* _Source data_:
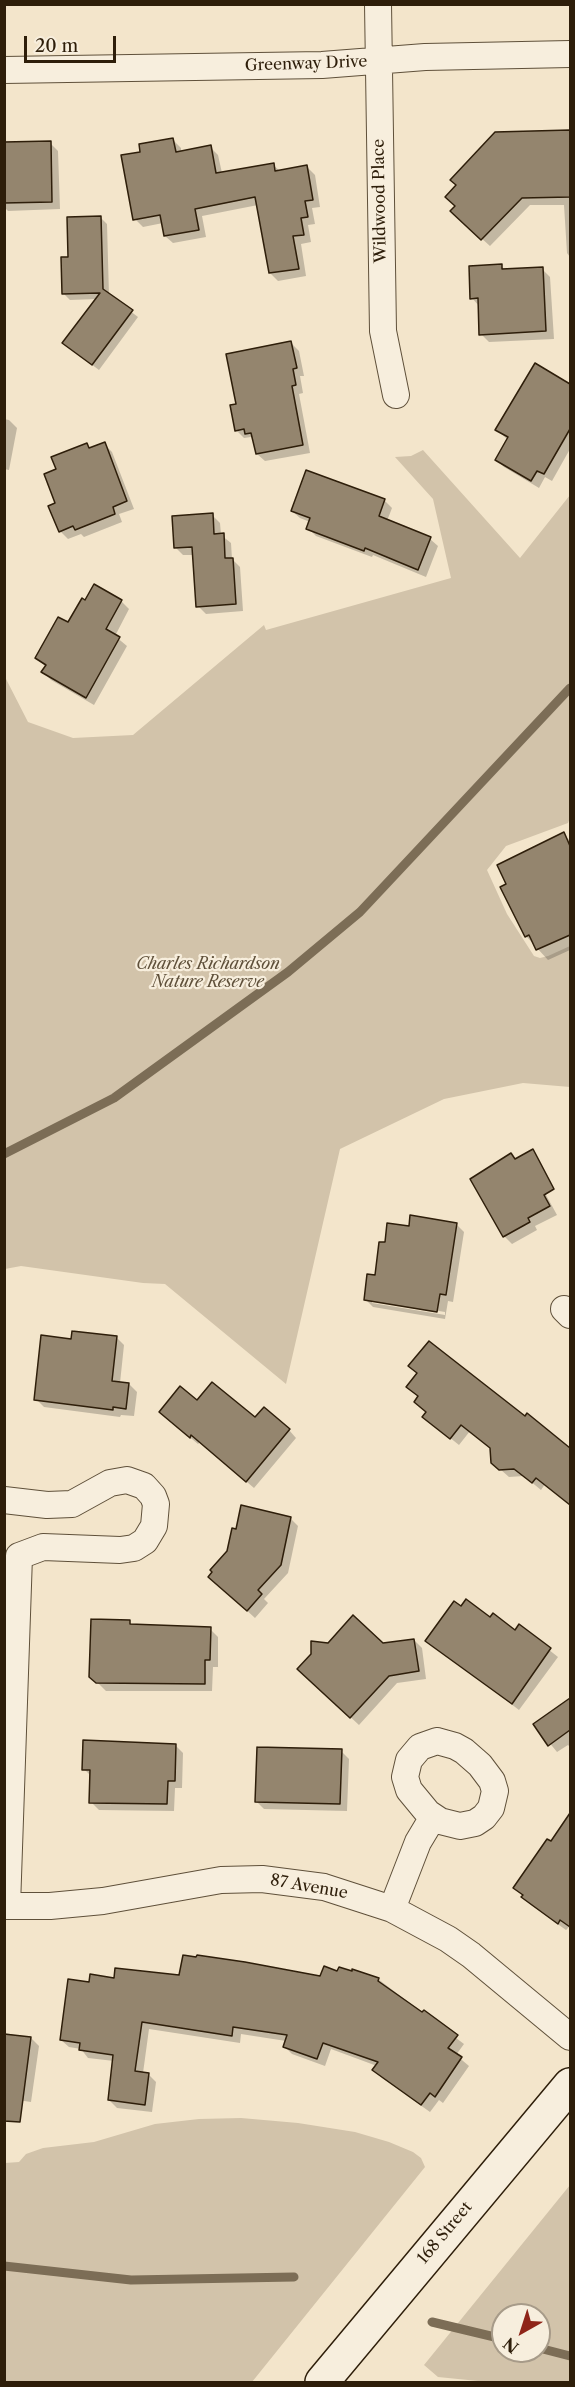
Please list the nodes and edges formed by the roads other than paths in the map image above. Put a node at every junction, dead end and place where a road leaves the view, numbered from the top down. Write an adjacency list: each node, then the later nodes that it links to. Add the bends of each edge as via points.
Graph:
1 (378, 4): 3 (street, Wildwood Place)
2 (570, 54): 3 (street, Greenway Drive)
3 (378, 61): 4 (street, Greenway Drive, via 310,66); 5 (street, Wildwood Place, via 382,331)
4 (4, 70)
5 (396, 395)
6 (4, 1500): 7 (street, via 72,1504 110,1483 127,1480 144,1486 156,1504 154,1526 134,1548 43,1547)
7 (12, 1552): 9 (street)
8 (434, 1817): 10 (street, via 415,1847)
9 (6, 1906): 10 (street, 87 Avenue, via 96,1902 208,1882 262,1879 324,1887)
10 (392, 1909): 11 (street, 87 Avenue, via 471,1955)
11 (570, 2037)
12 (570, 2085): 13 (main road, 168 Street)
13 (322, 2382)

* _TASK BRIEF_:
Exactly reproduce each entry, but drop the pictures.

* _SOLUTION_:
Please list the nodes and edges formed by the roads other than paths in the map image above. Put a node at every junction, dead end and place where a road leaves the view, numbered from the top down. Write an adjacency list: each node, then the later nodes that it links to. Add the bends of each edge as via points.
Graph:
1 (378, 4): 3 (street, Wildwood Place)
2 (570, 54): 3 (street, Greenway Drive)
3 (378, 61): 4 (street, Greenway Drive, via 310,66); 5 (street, Wildwood Place, via 382,331)
4 (4, 70)
5 (396, 395)
6 (4, 1500): 7 (street, via 72,1504 110,1483 127,1480 144,1486 156,1504 154,1526 134,1548 43,1547)
7 (12, 1552): 9 (street)
8 (434, 1817): 10 (street, via 415,1847)
9 (6, 1906): 10 (street, 87 Avenue, via 96,1902 208,1882 262,1879 324,1887)
10 (392, 1909): 11 (street, 87 Avenue, via 471,1955)
11 (570, 2037)
12 (570, 2085): 13 (main road, 168 Street)
13 (322, 2382)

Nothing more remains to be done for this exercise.